Dr Sharples says the Drivers of Crime hui earlier this year clearly identified Maori as a special needs area and the government has responded.

He says all government departments will now make Maori a focal point as they work together to nip crime in the bud with a range of measures.

“First of all nurturing babies in their early life, correcting behaviour of youth before it gets too far down the line and the effects of over indulgence in alcohol and fourthly, finding alternatives to prison for young offenders,” Dr Sharples says.

He says too many young Maori lives are wasted in jail.

ZAC GUILFORD NAMED MAORI RUGBY PLAYER OF YEAR

All Black winger Zac Guilford, who was named Maori player of the year last night at the national rugby awards is being seen by commentaors as a key to wresting back the Rugby World Cup in 2011.

Sky Sport rugby host Karl Te Nana says the Ngati Kahungunu 20 year old covered himself in glory on the recent tour of Europe and shows maturity beyond his years.

He says Guilford's success in winning the Tom French Memorial trophy for best Maori player of the year is just reward for hard work including dealing with the loss of his father during the Under 20's World Cup in Japan earlier in the year.


SINGLE AUTHORITY SET UP TO MANAGE RIVER COMES UNDER FIRE

An agreement signed yesterday between Waikato-Tainui tribal leaders and the Crown to set up a single authority to co-manage the Waikato River is being fought by a Karapiro hapu.

Iwi leader Tuku Morgan described his people as being in a state of euphoria following the signing while Tom Roa, from Ngati Maniapoto and Waikato said the joy was only tempered by the knowledge of the work that lay ahead.

But Maori in the Karapiro area have lodged an urgent claim with the Waitangi Tribunal to have the agreement overturned which the Crown must respond to by January 12.

Willie Te Aho, whose wife Linda Papa's people own land by the lake, says they will also be fighting the deed of settlement at the Select Committee stage.

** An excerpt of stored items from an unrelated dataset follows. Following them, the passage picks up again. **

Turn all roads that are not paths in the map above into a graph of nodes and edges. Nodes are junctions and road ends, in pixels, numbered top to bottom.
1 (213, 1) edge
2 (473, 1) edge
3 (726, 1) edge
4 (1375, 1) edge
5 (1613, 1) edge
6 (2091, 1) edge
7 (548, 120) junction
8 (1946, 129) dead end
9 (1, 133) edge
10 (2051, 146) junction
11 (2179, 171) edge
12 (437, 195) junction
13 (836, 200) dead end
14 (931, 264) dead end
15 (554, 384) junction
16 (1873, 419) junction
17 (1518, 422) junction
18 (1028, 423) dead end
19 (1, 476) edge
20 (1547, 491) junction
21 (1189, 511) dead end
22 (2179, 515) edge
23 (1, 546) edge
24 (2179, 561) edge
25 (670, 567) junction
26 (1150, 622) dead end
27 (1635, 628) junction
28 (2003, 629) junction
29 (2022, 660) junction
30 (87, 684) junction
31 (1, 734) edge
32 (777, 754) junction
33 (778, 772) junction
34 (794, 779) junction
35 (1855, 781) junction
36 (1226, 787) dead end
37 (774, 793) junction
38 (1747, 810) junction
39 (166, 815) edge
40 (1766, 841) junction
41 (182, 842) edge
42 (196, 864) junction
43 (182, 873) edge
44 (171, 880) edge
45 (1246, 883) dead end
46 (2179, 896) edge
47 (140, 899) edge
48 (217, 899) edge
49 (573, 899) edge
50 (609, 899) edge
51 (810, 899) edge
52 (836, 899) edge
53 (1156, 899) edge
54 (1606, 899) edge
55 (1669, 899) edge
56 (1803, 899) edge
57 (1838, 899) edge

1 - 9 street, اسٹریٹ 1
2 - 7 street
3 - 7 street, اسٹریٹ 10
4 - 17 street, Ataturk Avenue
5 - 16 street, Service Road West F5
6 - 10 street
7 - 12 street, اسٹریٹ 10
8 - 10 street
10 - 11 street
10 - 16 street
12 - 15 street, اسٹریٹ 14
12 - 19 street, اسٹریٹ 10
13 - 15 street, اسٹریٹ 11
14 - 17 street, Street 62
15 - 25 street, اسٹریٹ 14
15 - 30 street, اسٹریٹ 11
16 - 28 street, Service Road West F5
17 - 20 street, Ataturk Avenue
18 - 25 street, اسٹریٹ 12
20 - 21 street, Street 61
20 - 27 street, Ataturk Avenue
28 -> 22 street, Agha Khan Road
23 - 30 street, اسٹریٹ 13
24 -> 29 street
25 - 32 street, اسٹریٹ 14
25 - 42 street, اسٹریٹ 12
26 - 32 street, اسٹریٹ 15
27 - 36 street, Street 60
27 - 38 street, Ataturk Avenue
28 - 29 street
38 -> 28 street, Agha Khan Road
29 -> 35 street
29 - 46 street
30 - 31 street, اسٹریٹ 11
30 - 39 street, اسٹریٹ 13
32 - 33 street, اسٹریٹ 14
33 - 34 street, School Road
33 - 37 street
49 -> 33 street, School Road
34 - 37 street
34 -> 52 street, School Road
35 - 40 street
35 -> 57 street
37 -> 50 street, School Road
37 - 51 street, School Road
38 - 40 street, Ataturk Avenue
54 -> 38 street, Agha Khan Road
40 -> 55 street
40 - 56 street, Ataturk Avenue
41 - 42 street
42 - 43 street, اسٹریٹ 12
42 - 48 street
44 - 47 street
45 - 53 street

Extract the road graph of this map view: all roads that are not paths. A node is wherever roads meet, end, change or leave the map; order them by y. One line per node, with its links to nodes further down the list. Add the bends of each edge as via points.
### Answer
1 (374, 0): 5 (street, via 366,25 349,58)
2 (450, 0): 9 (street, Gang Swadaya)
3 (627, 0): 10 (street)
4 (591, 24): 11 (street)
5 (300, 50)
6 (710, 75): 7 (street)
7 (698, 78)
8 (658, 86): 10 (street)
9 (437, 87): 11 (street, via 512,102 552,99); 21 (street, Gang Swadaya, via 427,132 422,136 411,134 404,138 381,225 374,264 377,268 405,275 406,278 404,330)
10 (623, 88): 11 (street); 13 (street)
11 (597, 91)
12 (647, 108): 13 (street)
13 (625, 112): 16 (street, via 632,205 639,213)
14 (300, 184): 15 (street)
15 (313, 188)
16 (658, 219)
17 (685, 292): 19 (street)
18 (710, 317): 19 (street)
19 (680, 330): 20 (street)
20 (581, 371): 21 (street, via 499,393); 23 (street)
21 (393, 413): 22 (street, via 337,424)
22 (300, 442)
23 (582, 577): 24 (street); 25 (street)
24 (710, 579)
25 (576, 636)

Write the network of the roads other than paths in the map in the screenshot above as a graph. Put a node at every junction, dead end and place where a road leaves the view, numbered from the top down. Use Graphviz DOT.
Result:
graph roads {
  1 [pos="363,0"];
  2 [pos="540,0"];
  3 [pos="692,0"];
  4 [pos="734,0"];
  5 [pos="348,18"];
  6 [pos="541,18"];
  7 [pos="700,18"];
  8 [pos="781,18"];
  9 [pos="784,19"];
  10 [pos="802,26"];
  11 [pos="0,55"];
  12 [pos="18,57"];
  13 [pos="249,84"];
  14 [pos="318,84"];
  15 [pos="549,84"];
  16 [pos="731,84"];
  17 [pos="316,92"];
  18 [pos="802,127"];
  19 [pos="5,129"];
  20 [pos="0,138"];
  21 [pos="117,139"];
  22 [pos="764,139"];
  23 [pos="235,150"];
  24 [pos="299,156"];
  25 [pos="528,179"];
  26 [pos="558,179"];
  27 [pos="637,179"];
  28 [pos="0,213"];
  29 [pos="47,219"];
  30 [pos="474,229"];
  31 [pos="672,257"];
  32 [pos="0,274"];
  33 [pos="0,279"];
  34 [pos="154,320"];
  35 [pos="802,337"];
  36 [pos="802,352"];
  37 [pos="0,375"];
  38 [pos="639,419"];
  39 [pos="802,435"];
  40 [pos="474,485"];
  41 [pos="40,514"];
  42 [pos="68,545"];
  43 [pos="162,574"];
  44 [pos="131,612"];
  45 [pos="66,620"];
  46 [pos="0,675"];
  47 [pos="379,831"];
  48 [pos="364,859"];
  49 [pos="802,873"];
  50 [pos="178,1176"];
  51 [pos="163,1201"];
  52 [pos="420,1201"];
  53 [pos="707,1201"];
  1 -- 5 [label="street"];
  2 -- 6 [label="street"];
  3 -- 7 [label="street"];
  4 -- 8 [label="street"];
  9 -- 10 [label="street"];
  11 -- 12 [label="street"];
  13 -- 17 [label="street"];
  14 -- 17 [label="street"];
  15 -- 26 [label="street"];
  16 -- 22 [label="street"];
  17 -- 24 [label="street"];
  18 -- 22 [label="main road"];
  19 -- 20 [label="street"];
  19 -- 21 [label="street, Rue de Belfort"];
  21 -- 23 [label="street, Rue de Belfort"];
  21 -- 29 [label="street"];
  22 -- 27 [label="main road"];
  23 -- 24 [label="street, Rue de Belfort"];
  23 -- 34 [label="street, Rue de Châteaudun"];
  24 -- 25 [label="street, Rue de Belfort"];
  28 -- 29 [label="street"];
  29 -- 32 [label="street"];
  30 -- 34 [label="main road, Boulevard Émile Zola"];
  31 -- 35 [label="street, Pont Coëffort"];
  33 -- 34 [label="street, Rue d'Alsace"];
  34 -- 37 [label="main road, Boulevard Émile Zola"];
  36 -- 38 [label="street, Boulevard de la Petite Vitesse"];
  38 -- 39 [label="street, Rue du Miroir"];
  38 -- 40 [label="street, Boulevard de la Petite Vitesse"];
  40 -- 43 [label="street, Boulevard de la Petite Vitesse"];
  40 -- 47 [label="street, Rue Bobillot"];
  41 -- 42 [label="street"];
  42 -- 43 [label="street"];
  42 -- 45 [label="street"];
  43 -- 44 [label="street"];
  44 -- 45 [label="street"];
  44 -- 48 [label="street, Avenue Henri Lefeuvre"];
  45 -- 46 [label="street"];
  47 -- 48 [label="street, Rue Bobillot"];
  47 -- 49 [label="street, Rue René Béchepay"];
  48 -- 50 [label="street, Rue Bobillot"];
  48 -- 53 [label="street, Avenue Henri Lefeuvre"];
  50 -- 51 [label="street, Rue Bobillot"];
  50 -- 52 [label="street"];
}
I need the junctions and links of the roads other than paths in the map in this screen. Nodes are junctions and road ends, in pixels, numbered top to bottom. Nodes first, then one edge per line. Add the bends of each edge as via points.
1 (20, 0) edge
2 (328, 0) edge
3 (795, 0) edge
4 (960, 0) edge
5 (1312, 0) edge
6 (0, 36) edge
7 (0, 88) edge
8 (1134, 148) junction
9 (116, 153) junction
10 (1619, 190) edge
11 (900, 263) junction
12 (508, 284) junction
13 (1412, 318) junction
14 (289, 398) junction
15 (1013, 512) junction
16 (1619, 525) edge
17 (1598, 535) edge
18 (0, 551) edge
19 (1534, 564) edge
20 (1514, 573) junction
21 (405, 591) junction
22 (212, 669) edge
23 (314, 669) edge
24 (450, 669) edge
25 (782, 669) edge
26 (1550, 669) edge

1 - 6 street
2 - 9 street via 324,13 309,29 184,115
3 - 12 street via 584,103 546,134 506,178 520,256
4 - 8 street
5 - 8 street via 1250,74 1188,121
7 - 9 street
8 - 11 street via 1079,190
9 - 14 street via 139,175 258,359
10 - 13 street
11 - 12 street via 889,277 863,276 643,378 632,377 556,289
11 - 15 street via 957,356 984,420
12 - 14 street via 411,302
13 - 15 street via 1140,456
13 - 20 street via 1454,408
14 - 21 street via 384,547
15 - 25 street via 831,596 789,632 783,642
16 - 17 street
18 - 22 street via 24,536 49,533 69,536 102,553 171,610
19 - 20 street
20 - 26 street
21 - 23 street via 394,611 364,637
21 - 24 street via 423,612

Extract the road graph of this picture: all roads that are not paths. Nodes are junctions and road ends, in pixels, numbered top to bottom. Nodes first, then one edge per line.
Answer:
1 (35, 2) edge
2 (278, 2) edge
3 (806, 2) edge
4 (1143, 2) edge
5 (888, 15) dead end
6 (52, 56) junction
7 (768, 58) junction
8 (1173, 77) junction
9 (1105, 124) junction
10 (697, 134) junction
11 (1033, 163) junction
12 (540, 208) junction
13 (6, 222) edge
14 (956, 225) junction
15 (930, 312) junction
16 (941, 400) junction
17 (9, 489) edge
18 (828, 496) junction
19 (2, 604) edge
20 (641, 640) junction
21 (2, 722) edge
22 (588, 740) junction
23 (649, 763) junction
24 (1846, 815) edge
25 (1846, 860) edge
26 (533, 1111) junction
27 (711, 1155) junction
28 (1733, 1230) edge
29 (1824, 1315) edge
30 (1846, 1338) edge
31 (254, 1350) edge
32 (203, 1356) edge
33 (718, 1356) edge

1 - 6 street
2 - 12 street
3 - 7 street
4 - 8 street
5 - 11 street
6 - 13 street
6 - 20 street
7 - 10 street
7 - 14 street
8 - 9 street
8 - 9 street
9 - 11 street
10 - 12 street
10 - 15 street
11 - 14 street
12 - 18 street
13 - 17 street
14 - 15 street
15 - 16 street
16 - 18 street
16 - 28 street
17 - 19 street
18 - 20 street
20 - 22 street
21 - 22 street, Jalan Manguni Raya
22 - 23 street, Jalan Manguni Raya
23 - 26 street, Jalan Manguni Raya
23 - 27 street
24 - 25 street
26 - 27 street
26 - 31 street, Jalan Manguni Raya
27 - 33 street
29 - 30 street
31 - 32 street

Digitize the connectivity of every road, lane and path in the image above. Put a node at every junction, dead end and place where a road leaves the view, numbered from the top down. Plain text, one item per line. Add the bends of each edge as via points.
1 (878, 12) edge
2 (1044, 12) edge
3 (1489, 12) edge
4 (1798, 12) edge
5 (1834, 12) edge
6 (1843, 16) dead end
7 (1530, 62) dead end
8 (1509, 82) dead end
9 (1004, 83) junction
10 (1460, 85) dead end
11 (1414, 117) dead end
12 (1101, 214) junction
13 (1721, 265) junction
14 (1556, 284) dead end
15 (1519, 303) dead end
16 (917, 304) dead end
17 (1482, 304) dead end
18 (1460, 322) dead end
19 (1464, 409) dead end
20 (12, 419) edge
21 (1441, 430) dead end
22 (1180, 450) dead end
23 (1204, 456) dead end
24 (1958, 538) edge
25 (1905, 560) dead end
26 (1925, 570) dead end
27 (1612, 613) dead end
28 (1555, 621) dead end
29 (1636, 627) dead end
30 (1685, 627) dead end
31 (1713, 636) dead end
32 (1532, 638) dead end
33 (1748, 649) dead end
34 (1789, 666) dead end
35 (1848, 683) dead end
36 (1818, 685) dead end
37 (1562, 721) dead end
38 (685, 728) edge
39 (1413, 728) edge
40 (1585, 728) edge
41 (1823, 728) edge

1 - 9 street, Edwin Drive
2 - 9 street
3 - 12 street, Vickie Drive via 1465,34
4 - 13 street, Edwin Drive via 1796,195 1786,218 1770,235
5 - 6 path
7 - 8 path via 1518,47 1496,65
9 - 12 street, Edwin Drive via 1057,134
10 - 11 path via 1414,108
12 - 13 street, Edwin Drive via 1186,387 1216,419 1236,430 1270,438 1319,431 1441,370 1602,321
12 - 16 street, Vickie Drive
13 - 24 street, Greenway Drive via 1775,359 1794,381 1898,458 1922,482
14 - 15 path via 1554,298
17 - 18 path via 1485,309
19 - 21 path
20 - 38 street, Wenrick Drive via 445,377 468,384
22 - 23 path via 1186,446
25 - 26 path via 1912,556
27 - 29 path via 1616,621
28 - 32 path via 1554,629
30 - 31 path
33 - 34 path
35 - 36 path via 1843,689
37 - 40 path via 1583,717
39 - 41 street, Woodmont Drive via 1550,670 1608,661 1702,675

“If all of that fails, when the world comes to Karapiro next October for the rowing championships we will certainly let the world know we have been treated in a dishonorable way by the Crown.
Mr Te Aho says.

He says the previous Deed of Settlement, signed last year but not implemented, protected their rights by having six separate bodies to manage the river, not just a single entity the Waikato River Authority.

MAORI MEDIA PIONEER PUSHES INTO DIGITAL BOOKS

A Maori media company has signed a deal with publishing giant Penguin to globally distribute electronic children’s books.

Former Maori Businesswoman of the Year Rhonda Kite of Kiwa Media Group says to date the company has been self-funded with a small shareholding from friends and family but now it's time to take it to the world.

She says the agreement with Penguin Publishers follows the company's successful development of language dubbing software which is now being used in 17 different countries.

She says there are huge opportunities for publishing digital books, so canny investors will be found.

Kiwa Media's first interactive book will be up in the iTunes store in mid-January.

MINISTER DEFENDS WHANGANUI SPELLING CHANGE

Minister for Lands Information Maurice Williamson announced today that alternative spelling of the city's name with or without the letter h would be acceptable but Crown agencies must include the h in their usage.

Ken Mair says Te Runanga o Tupoho endorsed the decision at a hui soon after the decision was announced.

He says in claiming the status quo is maintained. Wanganui mayor Michael Laws has got it wrong, as the Crown has shifted its position.

He says the Government's use of the name will soon see it universally adopted.